** Provided records follows **
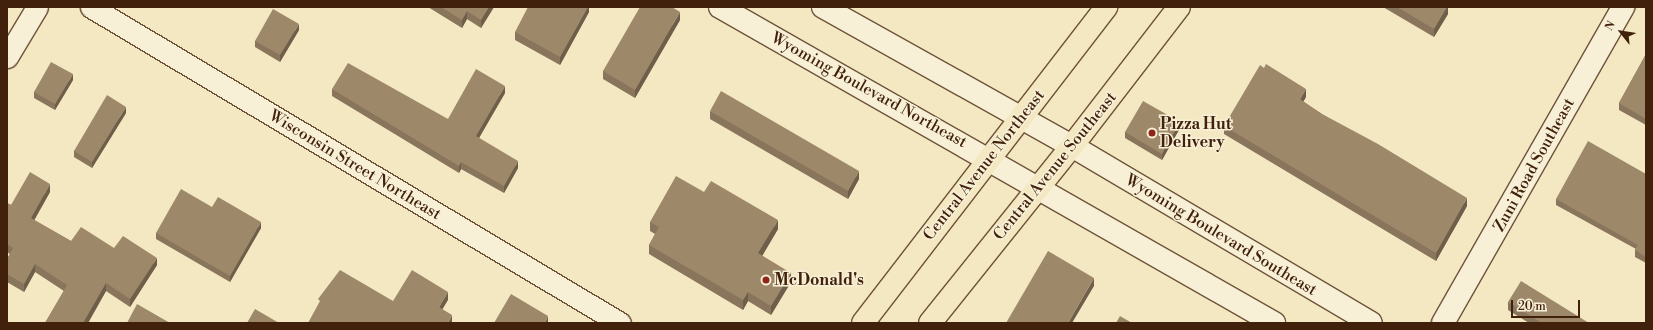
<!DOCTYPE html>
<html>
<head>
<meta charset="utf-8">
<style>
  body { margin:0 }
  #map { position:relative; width:1653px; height:330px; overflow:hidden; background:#f3e8c1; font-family:"Libre Bodoni",serif }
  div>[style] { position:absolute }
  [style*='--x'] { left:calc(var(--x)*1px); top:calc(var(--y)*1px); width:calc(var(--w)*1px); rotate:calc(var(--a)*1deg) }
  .roads { filter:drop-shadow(1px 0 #6e5339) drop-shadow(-1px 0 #6e5339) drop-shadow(0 1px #6e5339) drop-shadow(0 -1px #6e5339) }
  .minor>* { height:21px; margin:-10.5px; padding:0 10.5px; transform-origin:10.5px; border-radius:10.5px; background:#f7f0d7 }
  .tertiary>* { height:22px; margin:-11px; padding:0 11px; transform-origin:11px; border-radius:11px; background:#f7f0d7 }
  .secondary>* { height:22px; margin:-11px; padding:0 11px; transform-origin:11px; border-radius:11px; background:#f7f0d7 }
  .primary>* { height:22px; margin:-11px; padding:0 11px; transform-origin:11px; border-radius:11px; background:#f3e8c1 }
  .wall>* { inset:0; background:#88755b }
  .shaded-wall>* { inset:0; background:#6f5f4a }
  .building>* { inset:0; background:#9e886a }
  .dots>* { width:11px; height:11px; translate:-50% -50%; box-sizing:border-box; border:2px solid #f7f0d7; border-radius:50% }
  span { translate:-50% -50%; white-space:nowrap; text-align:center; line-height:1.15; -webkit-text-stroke:3px #f7f0d7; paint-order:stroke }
  .street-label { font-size:16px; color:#42210c }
  .poi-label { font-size:16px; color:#42210c; font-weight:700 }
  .left { translate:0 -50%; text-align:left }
  .frame { position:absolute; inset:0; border:8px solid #42210c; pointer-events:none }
  .north { position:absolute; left:1601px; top:12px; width:40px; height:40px; -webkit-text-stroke:3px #f7f0d7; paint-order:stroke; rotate:300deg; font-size:11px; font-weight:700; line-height:16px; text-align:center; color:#42210c }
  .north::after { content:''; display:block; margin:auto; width:14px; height:18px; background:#42210c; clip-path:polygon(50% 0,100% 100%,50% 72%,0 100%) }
  .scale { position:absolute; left:1511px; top:300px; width:69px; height:18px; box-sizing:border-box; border:2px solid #42210c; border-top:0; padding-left:5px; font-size:12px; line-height:14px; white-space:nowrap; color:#42210c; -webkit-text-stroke:3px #f7f0d7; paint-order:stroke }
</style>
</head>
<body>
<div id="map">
  <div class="roads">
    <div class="minor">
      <div style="--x:91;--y:7;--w:616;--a:30.85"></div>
      <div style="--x:7;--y:57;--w:58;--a:-59"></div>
    </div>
    <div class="tertiary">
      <div style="--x:1443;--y:323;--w:364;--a:-60.3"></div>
    </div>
    <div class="secondary">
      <div style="--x:720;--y:7;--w:638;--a:29.7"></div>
      <div style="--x:823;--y:7;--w:285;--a:29.2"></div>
      <div style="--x:1072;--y:146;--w:347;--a:30.6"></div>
    </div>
    <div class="primary">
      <div style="--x:863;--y:323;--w:399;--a:-52.4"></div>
      <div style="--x:930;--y:323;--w:227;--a:-51.3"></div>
      <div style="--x:1072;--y:146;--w:175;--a:-52.4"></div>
    </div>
  </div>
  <div class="wall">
    <div style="clip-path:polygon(428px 7px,494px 7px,481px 28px,467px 19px,462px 28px)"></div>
    <div style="clip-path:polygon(589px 7px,589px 12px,560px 65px,515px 40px,515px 32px)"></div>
    <div style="clip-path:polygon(1383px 7px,1448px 7px,1448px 14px,1434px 37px)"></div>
    <div style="clip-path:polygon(680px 20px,635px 98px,603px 79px,603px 71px)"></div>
    <div style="clip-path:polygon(299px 30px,280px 62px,255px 47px,255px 41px)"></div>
    <div style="clip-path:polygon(1646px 54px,1646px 125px,1619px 110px,1619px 103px)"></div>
    <div style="clip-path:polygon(73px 80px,55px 110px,34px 98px,34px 92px)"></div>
    <div style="clip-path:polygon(332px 89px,448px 119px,505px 93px,479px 138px,518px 168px,504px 193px,461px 169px,459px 173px,332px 96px)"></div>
    <div style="clip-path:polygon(1306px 97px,1303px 102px,1467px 206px,1436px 261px,1224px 134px,1224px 126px)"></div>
    <div style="clip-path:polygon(710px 111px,859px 179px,848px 199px,710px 119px)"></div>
    <div style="clip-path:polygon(126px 113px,92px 168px,74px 157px,74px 151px)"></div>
    <div style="clip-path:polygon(1180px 128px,1162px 160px,1125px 138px,1125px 132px)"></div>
    <div style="clip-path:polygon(1646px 174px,1646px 263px,1635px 257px,1635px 250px,1636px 249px,1556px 205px,1556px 199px)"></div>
    <div style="clip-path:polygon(50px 192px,34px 220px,71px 241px,114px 248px,157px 265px,130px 307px,106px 291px,88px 323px,45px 323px,64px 291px,35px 272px,24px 292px,7px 282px,7px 259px,10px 254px,7px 252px,7px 203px,11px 205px)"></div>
    <div style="clip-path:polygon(704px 192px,778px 229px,762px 256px,791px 282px,771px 315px,748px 301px,743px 310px,649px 254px,649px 245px,655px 234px,650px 231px,650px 222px)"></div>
    <div style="clip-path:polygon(212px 207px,261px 228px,230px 282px,156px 239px,156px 233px)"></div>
    <div style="clip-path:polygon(1508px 302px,1589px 323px,1529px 323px,1508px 310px)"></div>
  </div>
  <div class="shaded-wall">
    <div style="clip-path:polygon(489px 7px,494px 7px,481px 28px,481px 20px)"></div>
    <div style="clip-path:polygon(588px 7px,589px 7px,589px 12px,560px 65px,560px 57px)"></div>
    <div style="clip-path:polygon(1447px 7px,1448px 7px,1448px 14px,1434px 37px,1434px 29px)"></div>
    <div style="clip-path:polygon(467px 11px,467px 19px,462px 28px,462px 20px)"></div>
    <div style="clip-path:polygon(680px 12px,680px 20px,635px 98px,635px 90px)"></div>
    <div style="clip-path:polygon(299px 24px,299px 30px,280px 62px,280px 55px)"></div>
    <div style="clip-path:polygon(73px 74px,73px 80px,55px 110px,55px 104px)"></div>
    <div style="clip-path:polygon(505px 86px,505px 93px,476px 143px,476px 136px)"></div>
    <div style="clip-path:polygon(1306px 89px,1306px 97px,1300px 107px,1300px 99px)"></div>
    <div style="clip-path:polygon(126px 107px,126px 113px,92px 168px,92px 162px)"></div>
    <div style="clip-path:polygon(1180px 122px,1180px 128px,1162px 160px,1162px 154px)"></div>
    <div style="clip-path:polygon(518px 161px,518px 168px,504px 193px,504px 186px)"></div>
    <div style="clip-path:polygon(461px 162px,461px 169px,459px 173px,459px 166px)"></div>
    <div style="clip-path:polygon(859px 171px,859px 179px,848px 199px,848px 191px)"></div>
    <div style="clip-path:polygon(50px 184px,50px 192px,31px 226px,31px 218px)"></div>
    <div style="clip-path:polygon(1467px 198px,1467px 206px,1436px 261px,1436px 253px)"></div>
    <div style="clip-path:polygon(778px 220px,778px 229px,758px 263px,758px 253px)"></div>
    <div style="clip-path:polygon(261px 222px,261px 228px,230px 282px,230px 276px)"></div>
    <div style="clip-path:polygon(157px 258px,157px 265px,130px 307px,130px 299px)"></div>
    <div style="clip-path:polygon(35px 264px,35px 272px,24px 292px,24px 284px)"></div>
    <div style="clip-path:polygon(791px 273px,791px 282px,771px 315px,771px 306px)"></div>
    <div style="clip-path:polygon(1094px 278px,1094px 286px,1072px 323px,1068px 323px)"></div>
    <div style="clip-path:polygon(106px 283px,106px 291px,88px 323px,83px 323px)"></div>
    <div style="clip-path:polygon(448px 292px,448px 300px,439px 315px,439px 307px)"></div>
    <div style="clip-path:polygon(748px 292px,748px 301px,743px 310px,743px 300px)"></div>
    <div style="clip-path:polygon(452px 315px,452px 323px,448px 323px)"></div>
    <div style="clip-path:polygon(548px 316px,548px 323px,545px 323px)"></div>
  </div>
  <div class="building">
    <div style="clip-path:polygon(441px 7px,489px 7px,481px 20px,467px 11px,462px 20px)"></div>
    <div style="clip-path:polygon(528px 7px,588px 7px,560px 57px,515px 32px)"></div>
    <div style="clip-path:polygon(640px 7px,672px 7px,680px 12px,635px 90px,603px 71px)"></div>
    <div style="clip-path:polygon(1397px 7px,1447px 7px,1434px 29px)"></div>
    <div style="clip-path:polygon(273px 9px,299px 24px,280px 55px,255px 41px)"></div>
    <div style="clip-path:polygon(1646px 54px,1646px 119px,1619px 103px)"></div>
    <div style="clip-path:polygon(51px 62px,73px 74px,55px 104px,34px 92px)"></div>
    <div style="clip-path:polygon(348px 63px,448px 119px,476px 69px,505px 86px,476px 136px,518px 161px,504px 186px,461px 162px,459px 166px,332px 89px)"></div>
    <div style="clip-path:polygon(1266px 64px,1306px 89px,1300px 99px,1322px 114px,1378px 144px,1467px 198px,1436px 253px,1224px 126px,1260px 65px,1264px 68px)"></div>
    <div style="clip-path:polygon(721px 91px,859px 171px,848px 191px,710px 111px)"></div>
    <div style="clip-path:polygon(107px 95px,126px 107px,92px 162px,74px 151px)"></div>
    <div style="clip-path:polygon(1143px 101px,1180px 122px,1162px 154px,1125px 132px)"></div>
    <div style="clip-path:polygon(1588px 141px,1646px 174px,1646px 257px,1635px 250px,1638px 245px,1556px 199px)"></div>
    <div style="clip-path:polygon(30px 172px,50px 184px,31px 218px,71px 241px,81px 227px,114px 248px,123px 236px,157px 258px,130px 299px,106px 283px,83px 323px,45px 323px,67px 285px,35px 264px,24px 284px,7px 274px,7px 259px,13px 248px,7px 244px,7px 203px,11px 205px)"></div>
    <div style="clip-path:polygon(676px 176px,704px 192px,711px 181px,778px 220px,758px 253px,791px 273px,771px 306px,748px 292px,743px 300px,649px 245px,659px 227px,650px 222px)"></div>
    <div style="clip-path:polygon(181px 189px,212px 207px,218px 197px,261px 222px,230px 276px,156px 233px)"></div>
    <div style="clip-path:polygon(1048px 251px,1094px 278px,1068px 323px,1006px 323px)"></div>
    <div style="clip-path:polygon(340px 270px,393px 301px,412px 270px,448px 292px,439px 307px,452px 315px,448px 323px,308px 323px,320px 301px,318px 299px)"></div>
    <div style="clip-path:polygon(1521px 281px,1589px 323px,1542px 323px,1508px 302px)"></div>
    <div style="clip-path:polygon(511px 294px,548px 316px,545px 323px,494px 323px)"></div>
    <div style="clip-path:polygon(137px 304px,170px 323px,127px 323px)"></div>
    <div style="clip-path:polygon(255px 309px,279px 323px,247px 323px)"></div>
    <div style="clip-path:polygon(1120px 316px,1132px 323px,1116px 323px)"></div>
  </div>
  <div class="dots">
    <div style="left:1152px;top:133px;background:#8f2418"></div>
    <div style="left:766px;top:280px;background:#8f2418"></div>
  </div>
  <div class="street-label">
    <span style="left:869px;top:90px;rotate:29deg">Wyoming Boulevard Northeast</span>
    <span style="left:355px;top:165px;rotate:31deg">Wisconsin Street Northeast</span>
    <span style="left:984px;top:165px;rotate:-52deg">Central Avenue Northeast</span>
    <span style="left:1534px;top:165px;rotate:-61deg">Zuni Road Southeast</span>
    <span style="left:1055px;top:166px;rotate:-51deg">Central Avenue Southeast</span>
    <span style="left:1221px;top:235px;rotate:31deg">Wyoming Boulevard Southeast</span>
  </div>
  <div class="poi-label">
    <span class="left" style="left:1160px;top:133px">Pizza Hut<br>Delivery</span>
    <span class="left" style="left:774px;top:280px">McDonald's</span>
  </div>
  <div class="frame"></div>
  <div class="north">N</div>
  <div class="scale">20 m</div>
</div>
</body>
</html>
** End of Provided records **
Retype nothing except the lines from the first line of the listing above through the line with "filter:drop-shadow(1px 0 #6e5339)", exactly as they stand, and no pictures.

<!DOCTYPE html>
<html>
<head>
<meta charset="utf-8">
<style>
  body { margin:0 }
  #map { position:relative; width:1653px; height:330px; overflow:hidden; background:#f3e8c1; font-family:"Libre Bodoni",serif }
  div>[style] { position:absolute }
  [style*='--x'] { left:calc(var(--x)*1px); top:calc(var(--y)*1px); width:calc(var(--w)*1px); rotate:calc(var(--a)*1deg) }
  .roads { filter:drop-shadow(1px 0 #6e5339) drop-shadow(-1px 0 #6e5339) drop-shadow(0 1px #6e5339) drop-shadow(0 -1px #6e5339) }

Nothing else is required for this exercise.